The industrial action in 1993 spanned almost seven months as staff rallied against job cuts.
The period included violent clashes with police and saw strikebreakers brought in before the US-owned Dundee factory finally closed with the loss of hundreds of posts.
Now the “army” of women that made the factory tick – and produced the ZX Spectrum computer – will be remembered in a digital art project that goes live on May 4.
The event, titled Generation ZX(X), will include recorded testimony from ex-Timex workers.
The material will be geotagged around the city’s Camperdown Park, close to the site of the facility.
To access the testimonies, audiences will walk around the park using a mobile phone app to listen to clips at specific locations marked with colour-coded balloons.
The “promenade” culminates at the former factory, which is now owned by JTC Furniture Group, where archive images and footage donated by the local McManus Museum and news firms DCT Media and STV will be projected onto the side of the building.
Meanwhile, bespoke games related to Timex story will be available to play on-site.
They have been made by Abertay University staff and student team Retrospect Games and researcher Mona Bozdog, who is coordinating the project, said the project is a tribute to the forgotten women who helped turn the Tayside city into a computer gaming capital.
She said: “The women of Timex who brought us those computers are the hidden figures of the games industry. When you walk to the former Timex Camperdown building there is nothing at all that attests that this legendary computer which marked the beginning of UK’s home computers scene was made there.

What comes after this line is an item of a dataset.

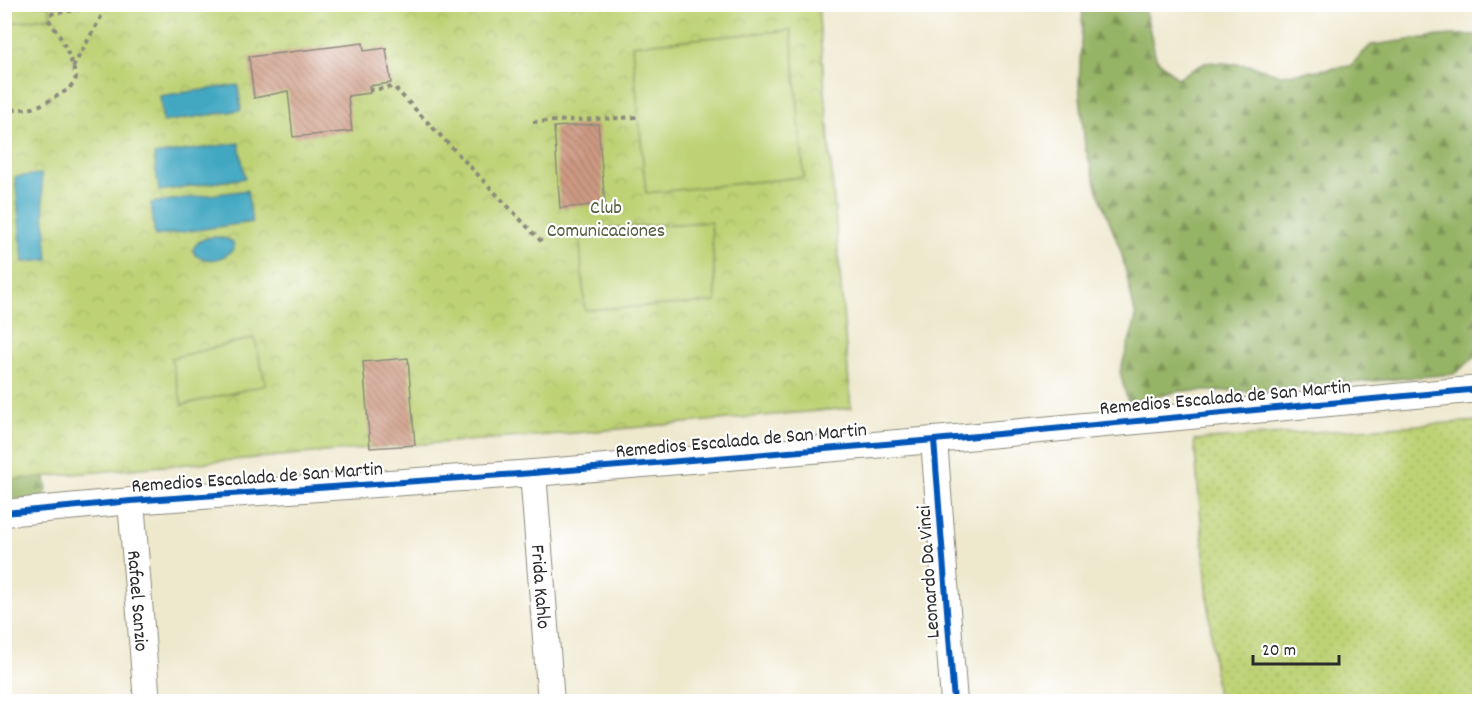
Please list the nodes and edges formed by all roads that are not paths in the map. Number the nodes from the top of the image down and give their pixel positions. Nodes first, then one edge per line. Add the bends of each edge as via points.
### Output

“And it was built by these incredible, hard-working women, most of whom never realised what an impact they have made on Dundee’s video games development and education scene.
Bozdog added: “I just wanted this project to be a thank you, from our generation to the women of Timex who, through their labour, contributed to Dundee’s future in video games.”
Abertay lecturer Charlie Malone, a former Timex shop steward, said: “In Dundee, Timex was no ordinary employer, but rather an institution.
“If anyone needed reminding of the importance of Timex to the city, it was evident in the dispute of 1993.
“What sustained the employees was the social rather than just the political solidarity of the citizens.”